Ao contrário de outros ataques a hospitais (Rouen em 2019, Corbeil-Essonnes e Versalhes em 2022), o acontecimento não foi notícia. E por um bom motivo: foi uma simulação, orquestrada pelo próprio CISO. Denominada “Operação Papiro”, seu objetivo era avaliar a necessidade de documentação em papel no hospital e se a disponível em caso de falha do computador continuava adequada. Por exemplo, um recém-nascido necessita da impressão de 28 etiquetas por dia. Um paciente que chega ao hospital recebe um identificador em uma pulseira.

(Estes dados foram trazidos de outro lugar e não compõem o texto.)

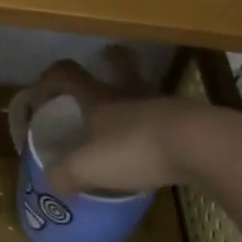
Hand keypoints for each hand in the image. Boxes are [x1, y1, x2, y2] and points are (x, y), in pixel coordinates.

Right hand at [25, 59, 227, 195]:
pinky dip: (157, 123)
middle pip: (118, 64)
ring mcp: (161, 103)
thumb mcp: (87, 168)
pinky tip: (156, 143)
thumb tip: (50, 180)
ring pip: (144, 87)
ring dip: (135, 92)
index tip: (41, 90)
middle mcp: (127, 93)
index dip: (50, 78)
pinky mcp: (188, 119)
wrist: (201, 146)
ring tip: (129, 113)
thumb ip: (64, 174)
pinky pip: (166, 114)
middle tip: (103, 65)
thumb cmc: (134, 149)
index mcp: (98, 98)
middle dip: (108, 61)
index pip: (67, 74)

Quatro pacientes virtuais foram escolhidos entre a equipe do hospital e as patologias atribuídas. Eles foram então acompanhados e “tratados” de forma degradada. “Cada etapa do percurso assistencial corresponde a fichas de procedimentos, continua Hervé Pellarin. Tivemos que verificar se os que tínhamos permitia que você passasse de uma etapa para a próxima, se todas as informações estivessem lá ou se faltassem algumas. Além disso, faltava isso; O objetivo deste tipo de exercício é testar um esquema operacional. “
Tudo isso para poder se adaptar a uma verdadeira crise cibernética quando ela chegar. Neste caso, o hospital está construindo uma rede privada de backup 5G. Todas as tomadas inativas nas instalações foram identificadas e conectadas entre si para formar uma rede isolada, com um servidor armazenando uma cópia dos registros dos pacientes.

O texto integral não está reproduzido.